You could pass the password in the URL for update.json, and have the server side check it and return the file iff the password matches.

Wouldn't that mean I would still need to have that password stored locally (in game)? I want to avoid that completely. The main reason is if I want to change the password for whatever reason.

No, you wouldn't. You can just let the user input the password, like so:

Code: Select all

label update:
     $ password = renpy.input("Please enter the update password.")
     $ update.update("http://my.domain.com/update/{}/update.json".format(password))
     
     return

This will ask for a password, and then format it into the update URL. If you want to change the password, you can change the directory the update is in on your server. (And make sure there's an index.html file so people can't just look at directory listings.)

Oh, now I get it!!! I must say I didn't quite understand you the first time. This is an fantastic idea!

Thank you very much, PyTom. You really helped me a lot!

Keep up the good work.

[Yc3k]

Hi guys,

Although the solution that PyTom gave me works great I still encounter a strange problem.

Every time I change the password (change the folder name on my server) or make a fresh build of my game and then try to update it, the first time I enter the password I always get a "Wrong password" message no matter what I do.
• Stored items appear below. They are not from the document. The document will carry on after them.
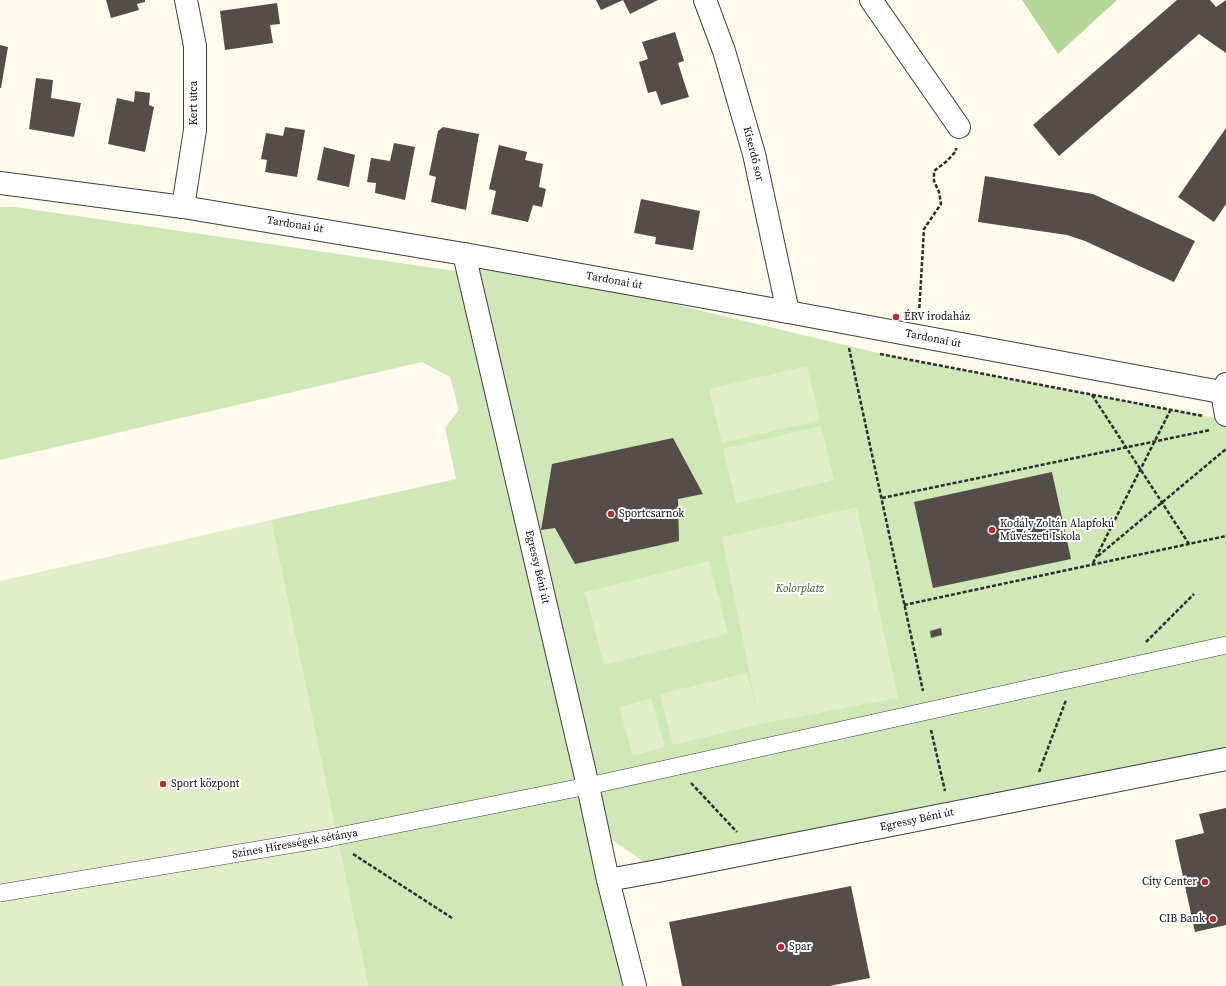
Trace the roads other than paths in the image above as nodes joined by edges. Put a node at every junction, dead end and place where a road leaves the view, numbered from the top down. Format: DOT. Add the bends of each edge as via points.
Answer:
graph roads {
  1 [pos="186,0"];
  2 [pos="705,0"];
  3 [pos="871,0"];
  4 [pos="959,127"];
  5 [pos="0,183"];
  6 [pos="183,207"];
  7 [pos="464,254"];
  8 [pos="788,312"];
  9 [pos="1225,390"];
  10 [pos="1219,422"];
  11 [pos="1226,645"];
  12 [pos="1226,759"];
  13 [pos="588,786"];
  14 [pos="610,888"];
  15 [pos="0,893"];
  16 [pos="635,986"];
  1 -- 6 [label="street, Kert utca" via="194,46 194,130"];
  2 -- 8 [label="street, Kiserdő sor" via="724,51 754,154"];
  3 -- 4 [label="street"];
  5 -- 6 [label="street, Tardonai út"];
  6 -- 7 [label="street, Tardonai út"];
  7 -- 8 [label="street, Tardonai út"];
  7 -- 13 [label="street, Egressy Béni út"];
  8 -- 9 [label="street, Tardonai út" via="1178,385"];
  9 -- 10 [label="street"];
  11 -- 13 [label="street, Színes Hírességek sétánya"];
  12 -- 14 [label="street, Egressy Béni út" via="658,872"];
  13 -- 14 [label="street, Egressy Béni út"];
  13 -- 15 [label="street, Színes Hírességek sétánya" via="329,838"];
  14 -- 16 [label="street"];
}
Only after I click the update button again and type in the password again the game allows me to continue with the update, even though both times the password was correct.
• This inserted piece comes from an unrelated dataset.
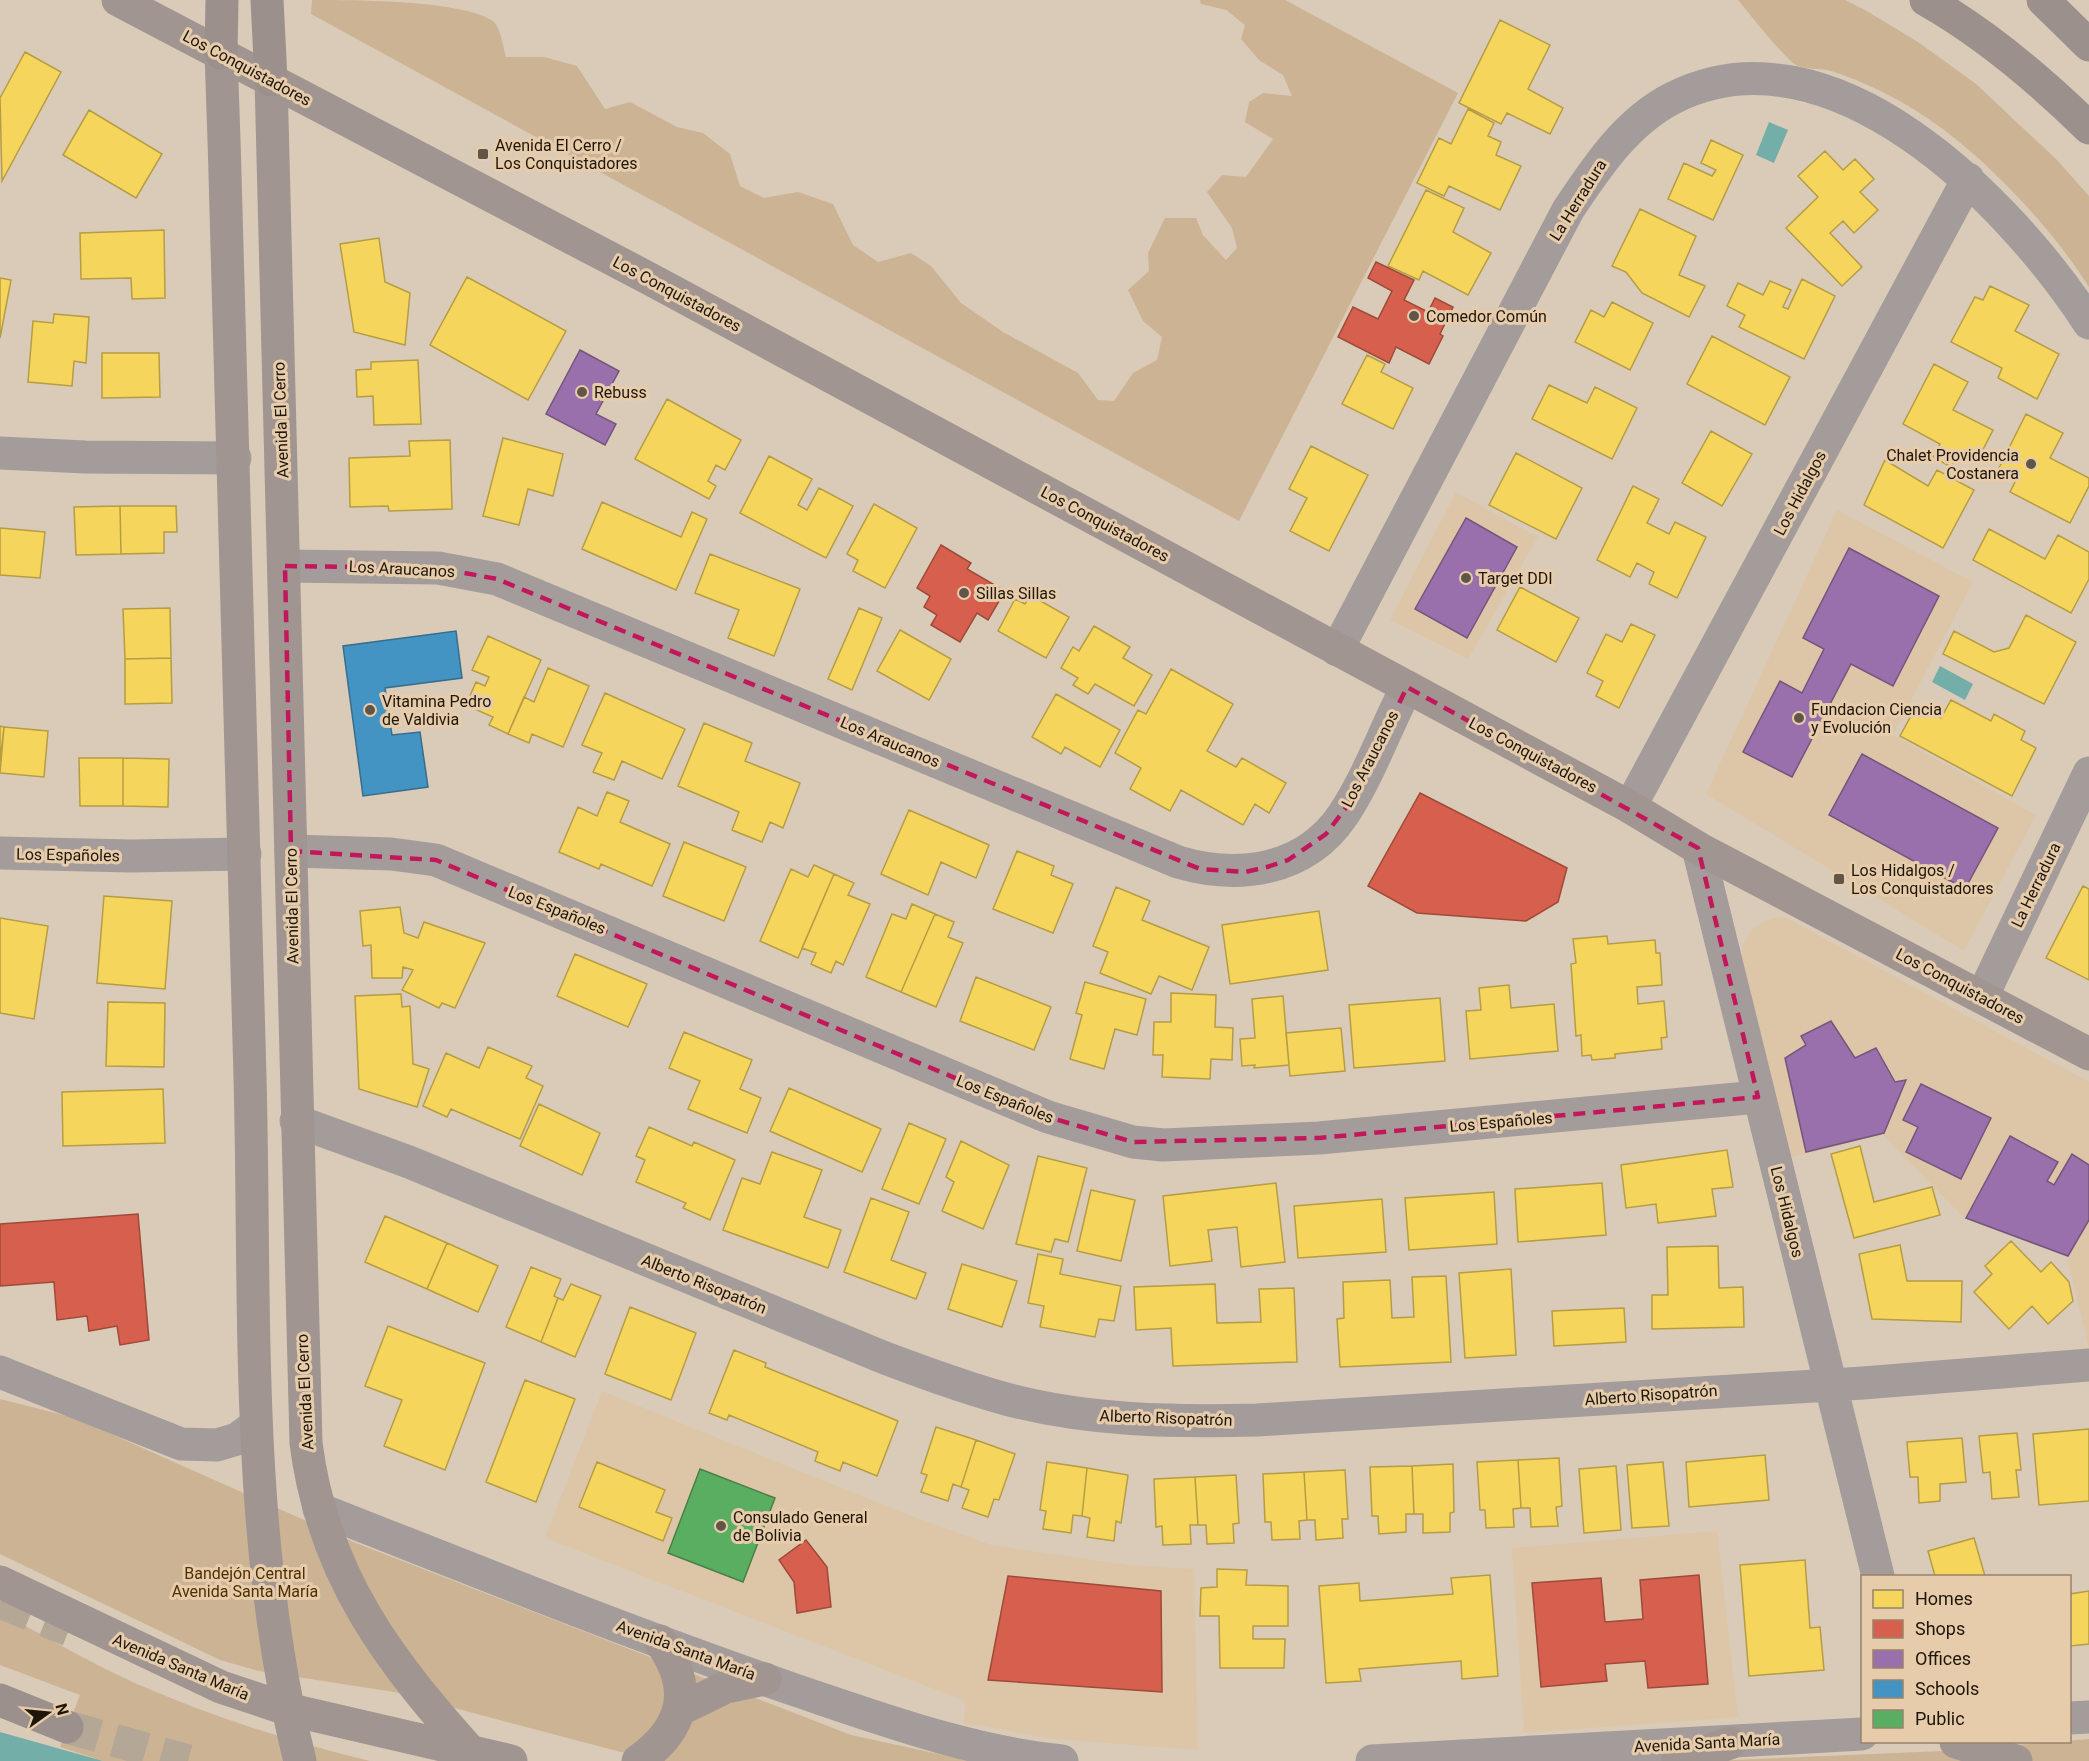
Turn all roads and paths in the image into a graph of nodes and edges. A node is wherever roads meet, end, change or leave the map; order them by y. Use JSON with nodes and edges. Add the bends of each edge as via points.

I assume the problem is in the "updater.UpdateVersion" script but I cannot figure out how to fix it.

Here's the code I'm using

Code: Select all

label update_5:
    $ update_password_5 = renpy.input("Please enter the update password.")
    $ UPDATE_URL_5 = "http://my.site/renpy/updates/{}/updates.json".format(update_password_5)
    $ new_version_5 = updater.UpdateVersion("http://my.site/renpy/updates/{}/updates.json".format(update_password_5), check_interval=1, simulate=None)
    
    if new_version_5:
        show text "Thank you for the support! The updating process will start automaticaly in a few moments!{w=4.0}{nw}" at truecenter
        $ updater.update("http://my.site/renpy/updates/{}/updates.json".format(update_password_5), simulate=None)
        
    else:
        centered "Wrong password!{w=2.0}{nw}"
        call screen update()

Any help would be appreciated.

I've tried to change the "check_interval" to a different number and removing it all together without any effect. I've tried repeating the variable multiple times before "checking" it also no effect. I simply can't understand why do I need to input the password 2 times for it to recognize it and check it with the folder on my server.

[PyTom]

So, updater.UpdateVersion isn't meant to be used like this. It's meant to be used in screens, where the first call it it will generally return that no update is available, and then trigger an interaction restart, so the screen is updated and it's called again with current data. i'd suggest not using it, and just going straight to updater.update, which will give up if no update is available.

[Yc3k]

That's a shame cause I find it a really useful feature that I like to use.

What you're saying is if I use the updater.UpdateVersion as part of a screen, it will use the "check_interval" to check the availability of the update and if it gets a "true" it will then trigger a kind of a screen refresh with updated information? Did I understand you correctly? Sorry if I sound a bit noobish, I'm still learning the ropes.

Also, since this method of password checking isn't working as intended do you have any other idea how to do it? I know you've said to just use the updater.update and it will return an error if the password is wrong, but I would want to create a custom message as I have now without the updater.update actually starting the update process if the password is wrong.

If it can't be done, it's OK. Don't sweat it. Thank you.

***EDIT***
Nvm. I found a solution that works. It's a bit of a workaround but it gives me what I want. Thanks.